PROVIDED MATERIAL.
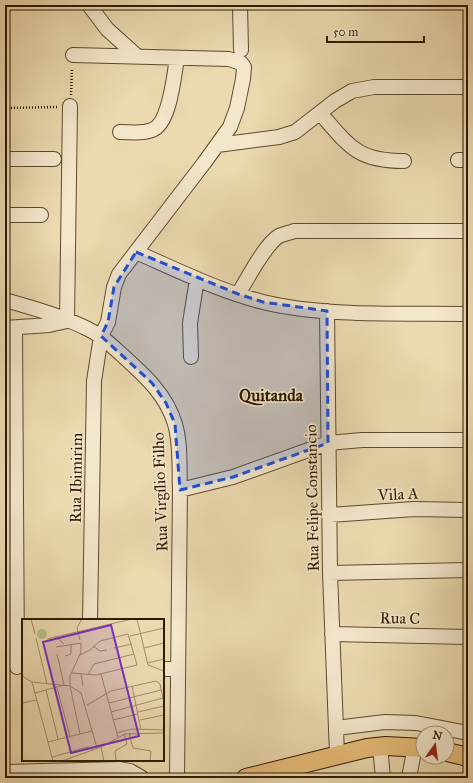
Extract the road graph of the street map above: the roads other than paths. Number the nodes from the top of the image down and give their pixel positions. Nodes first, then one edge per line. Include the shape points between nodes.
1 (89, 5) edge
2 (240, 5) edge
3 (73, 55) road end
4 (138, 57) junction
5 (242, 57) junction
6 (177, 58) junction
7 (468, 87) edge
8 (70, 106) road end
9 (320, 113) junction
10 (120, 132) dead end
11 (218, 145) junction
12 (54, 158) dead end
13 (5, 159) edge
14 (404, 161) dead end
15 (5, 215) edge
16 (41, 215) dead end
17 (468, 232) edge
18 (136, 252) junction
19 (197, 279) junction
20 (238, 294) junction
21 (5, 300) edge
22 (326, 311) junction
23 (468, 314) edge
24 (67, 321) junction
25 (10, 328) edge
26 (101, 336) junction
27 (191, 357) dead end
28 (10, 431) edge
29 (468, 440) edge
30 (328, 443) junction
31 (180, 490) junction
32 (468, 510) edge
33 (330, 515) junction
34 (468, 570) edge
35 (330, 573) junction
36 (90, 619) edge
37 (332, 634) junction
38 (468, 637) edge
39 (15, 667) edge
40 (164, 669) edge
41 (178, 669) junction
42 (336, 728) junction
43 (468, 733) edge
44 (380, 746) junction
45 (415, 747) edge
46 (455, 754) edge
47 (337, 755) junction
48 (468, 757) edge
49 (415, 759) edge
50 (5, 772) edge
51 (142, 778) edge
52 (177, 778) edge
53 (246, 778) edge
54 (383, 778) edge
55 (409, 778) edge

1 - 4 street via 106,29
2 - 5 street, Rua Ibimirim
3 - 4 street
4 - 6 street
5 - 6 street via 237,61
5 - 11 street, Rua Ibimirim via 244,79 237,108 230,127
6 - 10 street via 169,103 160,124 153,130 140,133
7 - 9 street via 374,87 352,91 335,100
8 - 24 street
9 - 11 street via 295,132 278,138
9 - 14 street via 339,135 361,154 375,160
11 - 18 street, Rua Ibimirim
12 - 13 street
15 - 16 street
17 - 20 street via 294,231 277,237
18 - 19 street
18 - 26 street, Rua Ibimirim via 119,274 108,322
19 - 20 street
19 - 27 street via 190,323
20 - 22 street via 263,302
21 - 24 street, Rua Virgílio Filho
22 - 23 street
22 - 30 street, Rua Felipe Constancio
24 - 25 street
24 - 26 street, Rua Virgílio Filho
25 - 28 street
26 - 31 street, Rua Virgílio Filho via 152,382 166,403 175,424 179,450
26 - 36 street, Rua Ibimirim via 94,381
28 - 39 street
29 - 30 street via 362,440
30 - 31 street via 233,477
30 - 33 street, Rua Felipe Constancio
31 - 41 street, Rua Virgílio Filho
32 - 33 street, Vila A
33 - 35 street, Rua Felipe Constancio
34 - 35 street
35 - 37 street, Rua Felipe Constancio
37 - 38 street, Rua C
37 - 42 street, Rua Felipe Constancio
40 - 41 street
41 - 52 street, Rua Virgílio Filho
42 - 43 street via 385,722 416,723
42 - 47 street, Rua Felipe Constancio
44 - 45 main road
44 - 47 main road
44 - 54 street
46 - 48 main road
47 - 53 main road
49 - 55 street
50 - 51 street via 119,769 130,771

WHAT YOU NEED TO DO.
The entries above should be written out in full, and any picture in them left out.

RESULT FOR THIS EXERCISE.
Extract the road graph of the street map above: the roads other than paths. Number the nodes from the top of the image down and give their pixel positions. Nodes first, then one edge per line. Include the shape points between nodes.
1 (89, 5) edge
2 (240, 5) edge
3 (73, 55) road end
4 (138, 57) junction
5 (242, 57) junction
6 (177, 58) junction
7 (468, 87) edge
8 (70, 106) road end
9 (320, 113) junction
10 (120, 132) dead end
11 (218, 145) junction
12 (54, 158) dead end
13 (5, 159) edge
14 (404, 161) dead end
15 (5, 215) edge
16 (41, 215) dead end
17 (468, 232) edge
18 (136, 252) junction
19 (197, 279) junction
20 (238, 294) junction
21 (5, 300) edge
22 (326, 311) junction
23 (468, 314) edge
24 (67, 321) junction
25 (10, 328) edge
26 (101, 336) junction
27 (191, 357) dead end
28 (10, 431) edge
29 (468, 440) edge
30 (328, 443) junction
31 (180, 490) junction
32 (468, 510) edge
33 (330, 515) junction
34 (468, 570) edge
35 (330, 573) junction
36 (90, 619) edge
37 (332, 634) junction
38 (468, 637) edge
39 (15, 667) edge
40 (164, 669) edge
41 (178, 669) junction
42 (336, 728) junction
43 (468, 733) edge
44 (380, 746) junction
45 (415, 747) edge
46 (455, 754) edge
47 (337, 755) junction
48 (468, 757) edge
49 (415, 759) edge
50 (5, 772) edge
51 (142, 778) edge
52 (177, 778) edge
53 (246, 778) edge
54 (383, 778) edge
55 (409, 778) edge

1 - 4 street via 106,29
2 - 5 street, Rua Ibimirim
3 - 4 street
4 - 6 street
5 - 6 street via 237,61
5 - 11 street, Rua Ibimirim via 244,79 237,108 230,127
6 - 10 street via 169,103 160,124 153,130 140,133
7 - 9 street via 374,87 352,91 335,100
8 - 24 street
9 - 11 street via 295,132 278,138
9 - 14 street via 339,135 361,154 375,160
11 - 18 street, Rua Ibimirim
12 - 13 street
15 - 16 street
17 - 20 street via 294,231 277,237
18 - 19 street
18 - 26 street, Rua Ibimirim via 119,274 108,322
19 - 20 street
19 - 27 street via 190,323
20 - 22 street via 263,302
21 - 24 street, Rua Virgílio Filho
22 - 23 street
22 - 30 street, Rua Felipe Constancio
24 - 25 street
24 - 26 street, Rua Virgílio Filho
25 - 28 street
26 - 31 street, Rua Virgílio Filho via 152,382 166,403 175,424 179,450
26 - 36 street, Rua Ibimirim via 94,381
28 - 39 street
29 - 30 street via 362,440
30 - 31 street via 233,477
30 - 33 street, Rua Felipe Constancio
31 - 41 street, Rua Virgílio Filho
32 - 33 street, Vila A
33 - 35 street, Rua Felipe Constancio
34 - 35 street
35 - 37 street, Rua Felipe Constancio
37 - 38 street, Rua C
37 - 42 street, Rua Felipe Constancio
40 - 41 street
41 - 52 street, Rua Virgílio Filho
42 - 43 street via 385,722 416,723
42 - 47 street, Rua Felipe Constancio
44 - 45 main road
44 - 47 main road
44 - 54 street
46 - 48 main road
47 - 53 main road
49 - 55 street
50 - 51 street via 119,769 130,771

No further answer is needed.